§ **RECORD EXCERPTS**
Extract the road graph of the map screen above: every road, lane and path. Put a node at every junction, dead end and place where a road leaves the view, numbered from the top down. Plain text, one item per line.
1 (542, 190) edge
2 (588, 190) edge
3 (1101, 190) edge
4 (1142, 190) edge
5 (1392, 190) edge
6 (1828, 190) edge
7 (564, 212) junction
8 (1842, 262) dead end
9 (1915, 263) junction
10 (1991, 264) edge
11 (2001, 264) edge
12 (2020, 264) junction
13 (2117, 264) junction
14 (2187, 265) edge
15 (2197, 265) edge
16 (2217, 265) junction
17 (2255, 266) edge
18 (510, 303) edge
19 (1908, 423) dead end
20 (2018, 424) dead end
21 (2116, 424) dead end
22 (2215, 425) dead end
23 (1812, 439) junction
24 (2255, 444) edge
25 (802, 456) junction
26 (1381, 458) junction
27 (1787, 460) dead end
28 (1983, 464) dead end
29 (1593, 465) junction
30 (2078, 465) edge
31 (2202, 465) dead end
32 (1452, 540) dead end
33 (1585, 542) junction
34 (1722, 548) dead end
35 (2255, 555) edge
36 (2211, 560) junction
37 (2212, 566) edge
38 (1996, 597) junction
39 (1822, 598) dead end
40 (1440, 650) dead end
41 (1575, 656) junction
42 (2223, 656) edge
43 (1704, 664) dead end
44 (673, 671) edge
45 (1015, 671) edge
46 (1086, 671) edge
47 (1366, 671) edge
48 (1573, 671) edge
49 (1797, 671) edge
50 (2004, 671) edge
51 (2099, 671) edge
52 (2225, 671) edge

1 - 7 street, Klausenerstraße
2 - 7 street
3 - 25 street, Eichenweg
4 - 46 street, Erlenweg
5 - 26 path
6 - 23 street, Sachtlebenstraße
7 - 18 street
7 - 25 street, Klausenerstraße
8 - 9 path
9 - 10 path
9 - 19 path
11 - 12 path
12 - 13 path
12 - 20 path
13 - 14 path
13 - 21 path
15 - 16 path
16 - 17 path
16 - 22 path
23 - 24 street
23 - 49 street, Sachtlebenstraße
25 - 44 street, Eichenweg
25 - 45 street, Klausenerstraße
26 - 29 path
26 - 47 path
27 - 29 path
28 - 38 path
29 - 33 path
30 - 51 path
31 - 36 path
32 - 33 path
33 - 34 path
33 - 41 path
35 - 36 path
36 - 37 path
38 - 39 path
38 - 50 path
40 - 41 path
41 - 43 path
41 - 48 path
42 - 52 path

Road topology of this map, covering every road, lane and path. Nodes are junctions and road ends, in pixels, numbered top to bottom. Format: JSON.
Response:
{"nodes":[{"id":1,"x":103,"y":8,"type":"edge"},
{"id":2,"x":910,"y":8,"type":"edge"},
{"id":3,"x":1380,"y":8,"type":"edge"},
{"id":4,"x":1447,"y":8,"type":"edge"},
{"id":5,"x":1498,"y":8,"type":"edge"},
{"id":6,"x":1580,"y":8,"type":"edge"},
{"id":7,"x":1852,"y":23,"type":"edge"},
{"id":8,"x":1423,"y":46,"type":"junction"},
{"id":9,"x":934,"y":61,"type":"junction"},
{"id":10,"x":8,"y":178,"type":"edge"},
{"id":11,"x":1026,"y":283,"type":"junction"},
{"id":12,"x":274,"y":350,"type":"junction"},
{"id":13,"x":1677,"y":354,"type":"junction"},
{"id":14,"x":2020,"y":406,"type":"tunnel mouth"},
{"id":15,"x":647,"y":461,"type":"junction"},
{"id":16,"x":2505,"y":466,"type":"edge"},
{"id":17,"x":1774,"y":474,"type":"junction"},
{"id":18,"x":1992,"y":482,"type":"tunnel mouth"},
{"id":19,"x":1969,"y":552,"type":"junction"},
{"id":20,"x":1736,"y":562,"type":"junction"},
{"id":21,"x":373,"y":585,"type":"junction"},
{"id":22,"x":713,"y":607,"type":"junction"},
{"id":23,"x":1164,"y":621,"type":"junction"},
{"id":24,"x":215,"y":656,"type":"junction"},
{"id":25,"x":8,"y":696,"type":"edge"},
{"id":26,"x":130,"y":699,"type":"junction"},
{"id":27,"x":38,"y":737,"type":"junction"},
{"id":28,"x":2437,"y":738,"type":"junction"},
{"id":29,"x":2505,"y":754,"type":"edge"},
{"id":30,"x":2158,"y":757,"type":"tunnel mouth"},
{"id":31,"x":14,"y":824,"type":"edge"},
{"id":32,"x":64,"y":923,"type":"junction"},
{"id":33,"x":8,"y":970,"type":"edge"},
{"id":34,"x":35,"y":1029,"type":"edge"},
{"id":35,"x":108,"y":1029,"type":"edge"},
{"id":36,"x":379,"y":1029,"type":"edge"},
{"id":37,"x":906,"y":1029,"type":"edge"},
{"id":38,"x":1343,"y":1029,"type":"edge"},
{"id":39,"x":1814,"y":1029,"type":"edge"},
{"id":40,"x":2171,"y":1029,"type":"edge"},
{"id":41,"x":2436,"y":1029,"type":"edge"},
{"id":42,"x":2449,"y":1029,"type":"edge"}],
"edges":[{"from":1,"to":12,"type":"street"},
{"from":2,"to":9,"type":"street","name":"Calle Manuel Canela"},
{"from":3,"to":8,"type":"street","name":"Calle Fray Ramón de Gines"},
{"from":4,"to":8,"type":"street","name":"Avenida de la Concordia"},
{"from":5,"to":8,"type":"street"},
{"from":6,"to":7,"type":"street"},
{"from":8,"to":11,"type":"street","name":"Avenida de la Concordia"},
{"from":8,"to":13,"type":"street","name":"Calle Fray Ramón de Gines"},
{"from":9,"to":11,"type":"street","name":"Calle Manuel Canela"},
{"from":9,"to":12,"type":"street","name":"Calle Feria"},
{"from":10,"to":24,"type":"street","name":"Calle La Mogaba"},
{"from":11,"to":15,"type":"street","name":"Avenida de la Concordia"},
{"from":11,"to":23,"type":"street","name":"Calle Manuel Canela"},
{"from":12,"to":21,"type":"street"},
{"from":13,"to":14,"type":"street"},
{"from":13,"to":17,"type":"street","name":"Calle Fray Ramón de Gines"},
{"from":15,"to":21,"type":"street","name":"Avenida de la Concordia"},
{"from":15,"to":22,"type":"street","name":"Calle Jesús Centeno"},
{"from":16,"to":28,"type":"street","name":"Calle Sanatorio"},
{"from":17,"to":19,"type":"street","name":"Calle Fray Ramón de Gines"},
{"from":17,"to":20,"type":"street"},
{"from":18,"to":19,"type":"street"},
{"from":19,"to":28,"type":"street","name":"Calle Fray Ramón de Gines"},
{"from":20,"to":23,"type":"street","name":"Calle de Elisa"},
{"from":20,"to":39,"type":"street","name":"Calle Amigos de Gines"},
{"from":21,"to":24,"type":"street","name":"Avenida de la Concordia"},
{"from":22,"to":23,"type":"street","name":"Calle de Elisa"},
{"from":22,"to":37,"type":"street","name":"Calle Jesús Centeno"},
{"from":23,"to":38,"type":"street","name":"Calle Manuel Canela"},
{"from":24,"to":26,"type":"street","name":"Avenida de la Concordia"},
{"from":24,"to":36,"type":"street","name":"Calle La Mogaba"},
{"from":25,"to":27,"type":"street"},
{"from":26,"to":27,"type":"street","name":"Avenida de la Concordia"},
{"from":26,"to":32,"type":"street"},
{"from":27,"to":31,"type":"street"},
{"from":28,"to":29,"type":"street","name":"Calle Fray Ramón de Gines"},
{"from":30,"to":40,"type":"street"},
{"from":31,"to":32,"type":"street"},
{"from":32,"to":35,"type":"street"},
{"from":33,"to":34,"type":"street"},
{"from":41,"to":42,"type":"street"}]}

§ **ACTIVITY**
Set down all of the lines above without altering a word.

§ **EXERCISE RESPONSE**
Extract the road graph of the map screen above: every road, lane and path. Put a node at every junction, dead end and place where a road leaves the view, numbered from the top down. Plain text, one item per line.
1 (542, 190) edge
2 (588, 190) edge
3 (1101, 190) edge
4 (1142, 190) edge
5 (1392, 190) edge
6 (1828, 190) edge
7 (564, 212) junction
8 (1842, 262) dead end
9 (1915, 263) junction
10 (1991, 264) edge
11 (2001, 264) edge
12 (2020, 264) junction
13 (2117, 264) junction
14 (2187, 265) edge
15 (2197, 265) edge
16 (2217, 265) junction
17 (2255, 266) edge
18 (510, 303) edge
19 (1908, 423) dead end
20 (2018, 424) dead end
21 (2116, 424) dead end
22 (2215, 425) dead end
23 (1812, 439) junction
24 (2255, 444) edge
25 (802, 456) junction
26 (1381, 458) junction
27 (1787, 460) dead end
28 (1983, 464) dead end
29 (1593, 465) junction
30 (2078, 465) edge
31 (2202, 465) dead end
32 (1452, 540) dead end
33 (1585, 542) junction
34 (1722, 548) dead end
35 (2255, 555) edge
36 (2211, 560) junction
37 (2212, 566) edge
38 (1996, 597) junction
39 (1822, 598) dead end
40 (1440, 650) dead end
41 (1575, 656) junction
42 (2223, 656) edge
43 (1704, 664) dead end
44 (673, 671) edge
45 (1015, 671) edge
46 (1086, 671) edge
47 (1366, 671) edge
48 (1573, 671) edge
49 (1797, 671) edge
50 (2004, 671) edge
51 (2099, 671) edge
52 (2225, 671) edge

1 - 7 street, Klausenerstraße
2 - 7 street
3 - 25 street, Eichenweg
4 - 46 street, Erlenweg
5 - 26 path
6 - 23 street, Sachtlebenstraße
7 - 18 street
7 - 25 street, Klausenerstraße
8 - 9 path
9 - 10 path
9 - 19 path
11 - 12 path
12 - 13 path
12 - 20 path
13 - 14 path
13 - 21 path
15 - 16 path
16 - 17 path
16 - 22 path
23 - 24 street
23 - 49 street, Sachtlebenstraße
25 - 44 street, Eichenweg
25 - 45 street, Klausenerstraße
26 - 29 path
26 - 47 path
27 - 29 path
28 - 38 path
29 - 33 path
30 - 51 path
31 - 36 path
32 - 33 path
33 - 34 path
33 - 41 path
35 - 36 path
36 - 37 path
38 - 39 path
38 - 50 path
40 - 41 path
41 - 43 path
41 - 48 path
42 - 52 path

Road topology of this map, covering every road, lane and path. Nodes are junctions and road ends, in pixels, numbered top to bottom. Format: JSON.
Response:
{"nodes":[{"id":1,"x":103,"y":8,"type":"edge"},
{"id":2,"x":910,"y":8,"type":"edge"},
{"id":3,"x":1380,"y":8,"type":"edge"},
{"id":4,"x":1447,"y":8,"type":"edge"},
{"id":5,"x":1498,"y":8,"type":"edge"},
{"id":6,"x":1580,"y":8,"type":"edge"},
{"id":7,"x":1852,"y":23,"type":"edge"},
{"id":8,"x":1423,"y":46,"type":"junction"},
{"id":9,"x":934,"y":61,"type":"junction"},
{"id":10,"x":8,"y":178,"type":"edge"},
{"id":11,"x":1026,"y":283,"type":"junction"},
{"id":12,"x":274,"y":350,"type":"junction"},
{"id":13,"x":1677,"y":354,"type":"junction"},
{"id":14,"x":2020,"y":406,"type":"tunnel mouth"},
{"id":15,"x":647,"y":461,"type":"junction"},
{"id":16,"x":2505,"y":466,"type":"edge"},
{"id":17,"x":1774,"y":474,"type":"junction"},
{"id":18,"x":1992,"y":482,"type":"tunnel mouth"},
{"id":19,"x":1969,"y":552,"type":"junction"},
{"id":20,"x":1736,"y":562,"type":"junction"},
{"id":21,"x":373,"y":585,"type":"junction"},
{"id":22,"x":713,"y":607,"type":"junction"},
{"id":23,"x":1164,"y":621,"type":"junction"},
{"id":24,"x":215,"y":656,"type":"junction"},
{"id":25,"x":8,"y":696,"type":"edge"},
{"id":26,"x":130,"y":699,"type":"junction"},
{"id":27,"x":38,"y":737,"type":"junction"},
{"id":28,"x":2437,"y":738,"type":"junction"},
{"id":29,"x":2505,"y":754,"type":"edge"},
{"id":30,"x":2158,"y":757,"type":"tunnel mouth"},
{"id":31,"x":14,"y":824,"type":"edge"},
{"id":32,"x":64,"y":923,"type":"junction"},
{"id":33,"x":8,"y":970,"type":"edge"},
{"id":34,"x":35,"y":1029,"type":"edge"},
{"id":35,"x":108,"y":1029,"type":"edge"},
{"id":36,"x":379,"y":1029,"type":"edge"},
{"id":37,"x":906,"y":1029,"type":"edge"},
{"id":38,"x":1343,"y":1029,"type":"edge"},
{"id":39,"x":1814,"y":1029,"type":"edge"},
{"id":40,"x":2171,"y":1029,"type":"edge"},
{"id":41,"x":2436,"y":1029,"type":"edge"},
{"id":42,"x":2449,"y":1029,"type":"edge"}],
"edges":[{"from":1,"to":12,"type":"street"},
{"from":2,"to":9,"type":"street","name":"Calle Manuel Canela"},
{"from":3,"to":8,"type":"street","name":"Calle Fray Ramón de Gines"},
{"from":4,"to":8,"type":"street","name":"Avenida de la Concordia"},
{"from":5,"to":8,"type":"street"},
{"from":6,"to":7,"type":"street"},
{"from":8,"to":11,"type":"street","name":"Avenida de la Concordia"},
{"from":8,"to":13,"type":"street","name":"Calle Fray Ramón de Gines"},
{"from":9,"to":11,"type":"street","name":"Calle Manuel Canela"},
{"from":9,"to":12,"type":"street","name":"Calle Feria"},
{"from":10,"to":24,"type":"street","name":"Calle La Mogaba"},
{"from":11,"to":15,"type":"street","name":"Avenida de la Concordia"},
{"from":11,"to":23,"type":"street","name":"Calle Manuel Canela"},
{"from":12,"to":21,"type":"street"},
{"from":13,"to":14,"type":"street"},
{"from":13,"to":17,"type":"street","name":"Calle Fray Ramón de Gines"},
{"from":15,"to":21,"type":"street","name":"Avenida de la Concordia"},
{"from":15,"to":22,"type":"street","name":"Calle Jesús Centeno"},
{"from":16,"to":28,"type":"street","name":"Calle Sanatorio"},
{"from":17,"to":19,"type":"street","name":"Calle Fray Ramón de Gines"},
{"from":17,"to":20,"type":"street"},
{"from":18,"to":19,"type":"street"},
{"from":19,"to":28,"type":"street","name":"Calle Fray Ramón de Gines"},
{"from":20,"to":23,"type":"street","name":"Calle de Elisa"},
{"from":20,"to":39,"type":"street","name":"Calle Amigos de Gines"},
{"from":21,"to":24,"type":"street","name":"Avenida de la Concordia"},
{"from":22,"to":23,"type":"street","name":"Calle de Elisa"},
{"from":22,"to":37,"type":"street","name":"Calle Jesús Centeno"},
{"from":23,"to":38,"type":"street","name":"Calle Manuel Canela"},
{"from":24,"to":26,"type":"street","name":"Avenida de la Concordia"},
{"from":24,"to":36,"type":"street","name":"Calle La Mogaba"},
{"from":25,"to":27,"type":"street"},
{"from":26,"to":27,"type":"street","name":"Avenida de la Concordia"},
{"from":26,"to":32,"type":"street"},
{"from":27,"to":31,"type":"street"},
{"from":28,"to":29,"type":"street","name":"Calle Fray Ramón de Gines"},
{"from":30,"to":40,"type":"street"},
{"from":31,"to":32,"type":"street"},
{"from":32,"to":35,"type":"street"},
{"from":33,"to":34,"type":"street"},
{"from":41,"to":42,"type":"street"}]}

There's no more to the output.